The country’s prime minister, Rui Maria de Araujo, journeyed to Washington recently to make a case at Congress and the State Department, asking U.S. officials to use their influence with allied Australia.
This could be a touchy issue given the USA’s stance on territorial waters disputes with China and the South China Sea and adjacent-waters like problems where Washington has repeatedly accused Beijing of coercive tactics against its neighbors.
Australia, like China, refuses to recognize the jurisdiction of an international court in The Hague that is geared up to resolve disputes under the U.N. Convention on the Law of the Sea.

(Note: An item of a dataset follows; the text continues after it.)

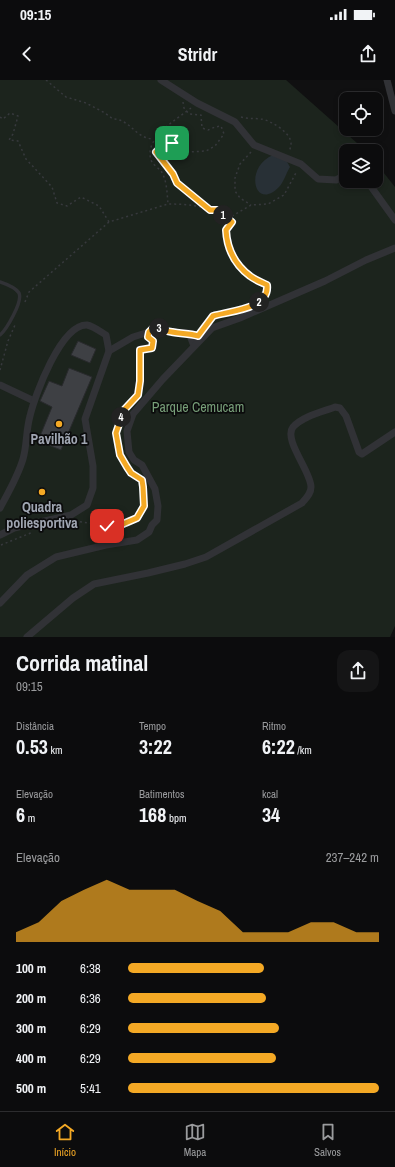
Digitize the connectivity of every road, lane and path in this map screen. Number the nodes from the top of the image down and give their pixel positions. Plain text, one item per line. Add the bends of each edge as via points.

What’s at stake is not just sovereignty or fishing rights in the Timor Sea, but billions of dollars from oil and gas. After East Timor gained independence in 2002, the two countries negotiated deals on sharing oil and gas revenues in three separate treaties. Those agreements gave an even split of revenues from the Greater Sunrise gas field, and granted Timor-Leste 90 percent of the revenues from one other field.
Strangely, one of the treaties includes a clause that calls for a 50-year freeze on negotiating any permanent maritime boundary between the two countries. Thus, Australia says the current arrangements have benefits for both sides and there is an agreement not to revisit the sea border issue.
Timor-Leste is making the moves toward a UN interjection because oil and gas revenues account for more than 95 percent of the tiny country’s income, and the tiny nation needs to clarify the legal status of the deposits in the Timor Sea to get production going.
“We stand by the existing treaties, which are fair and consistent with international law,” Australia’s foreign ministry announced in April after Timor-Leste disclosed its plans to take the case to the United Nations.
“If we use the principle of equidistance, we think that all these resources would belong to us,” Araujo has said. The fields are less than 100 miles from Timor-Leste and almost 300 miles from Australia.